PassionFile

10 Odd Things We Find Sexy About Our Spouses, Girlfriends or Boyfriends by Lorne Caplan

Tuesday, January 31, 2012
As we fall more in love with our partners, we often find ourselves not noticing things that we used to care about before. These little details endear us even more to our partners and are a testament to how love blinds us to things that otherwise would have made us insane.

Alternatively, when the relationship isn’t going so well, these same things set us off very easily, so when they are taken care of, it may feel like all things are aligning. So what are these odd things that become sexy when we feel like our partner is our soul mate and we seem to be able to read each others mind?

 

1) I must admit, I have a kitchen cleanliness issue and  my wife and kids are all completely spastic. So when I notice that the bowls are stacked properly in the dishwasher and all the flatware is also neatly tucked in the drawers, I am thrilled and falling in love again!

2) My wife hates my paper and she is always steaming at it's height in my night-table and at the end of the dining room table. I don't need to hear her, I can feel her entering my mind, so when I just clean it up, no matter which drawer it is crammed in, I know I'll get lucky that night!

3) My wife often says to me that I am a vessel of inane information. I must admit, she considers herself a "brain ho" and loves the intellect, but for some reason when she asks me about one of the Greek Gods and I answer her with a depth of knowledge that most College professors can't match, she get's all tingly inside.

3) Sometimes when I see and hear how she interacts with the children, I get all warm and fuzzy inside. She is a great mother and while I don't agree with how permissive and patient she is sometimes, it's nice to see.

4) Confidence is the thing and when my wife comes home and tells me that some hot shot offered to take her number at work, I don't get jealous, I just sit back and say, yeah... that's my lady.

5) I can take an hour in the shower. No kidding. I clean every nook and cranny and for most people it would be enough to kick me out. Sure, my wife often gets irritated if we have somewhere to go, but she loves the way I groom myself and I see how her eyes light up when I'm fresh out of the shower, smelling clean and looking neat.
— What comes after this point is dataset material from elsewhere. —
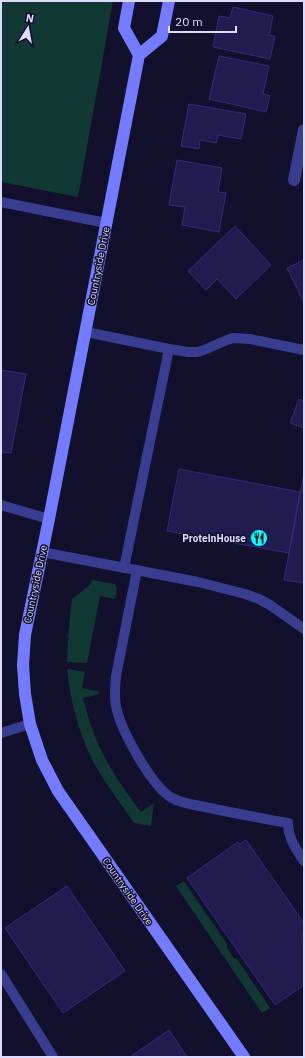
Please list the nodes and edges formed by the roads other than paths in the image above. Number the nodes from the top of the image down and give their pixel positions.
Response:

6) Bodily functions can be embarrassing and even off-putting, but when I hear a little "toot" or some other oops, it's pretty cute and makes me feel closer to my lovely woman, just for being human.

7) I love to cook. Whether for the girls or my wife, I can whip-up a gourmet Indian meal, or just a great plate of steamed and seasoned broccoli. I don't even have to be barefoot and naked for my wife to come up behind me with a big hug, demanding that I show her some affection immediately.

8) While we all have some level of computer skills (my 10 year old is above us all), my wife has an uncanny ability to solve some issues that I can't wrap my head around. So when I'm in a bind, I turn to her and watch her perform her magic. Very sexy indeed!

9) It doesn't matter what it is or where it is in the house. If I'm fixing it and I'm on a step-stool or ladder, I get a smile and a wink and something else if I'm up to it later in the day. Who said house work is a chore. The more difficult the maneuver, the more difficult the maneuver... (ellipses is there for a reason) You might even consider doing a little bed making and your wife will raise an eyebrow and be ready to give some hugs. You may not be able to do hospital corners, but it won't matter. Making the effort is most of the effort.

10) When I take the initiative to plan a dinner party or get together, even if we've been talking about it, that blows the doors off the thoughtfulness and credit meter. So whether you were thinking about celebrating a milestone, or just the end of the week, call your lady up and say; "Hey, I was thinking about getting together with ..." and you'll reap the rewards.

No doubt that there are hundreds of other ideas like scooping the poop, one I couldn't not mention. Yup, the kids got your wife or you to get a dog a cat or some other type of high maintenance pet, like a pig. Most of the kids will ignore the scoping, but if you do it when it isn't your job, the thank you's and benefits will accrue in volumes since nobody likes to clean out a cage, change hamster bedding or clean the fish tank.

There are many more things beyond the traditional appearance issues that make it into the sexy books between partners and I'll be adding more as they occur, but if you'll take advantage of some of the things I've outlined above, you'll notice a marked improvement in your relationship in a variety of ways. So don't get irritated, get appreciated!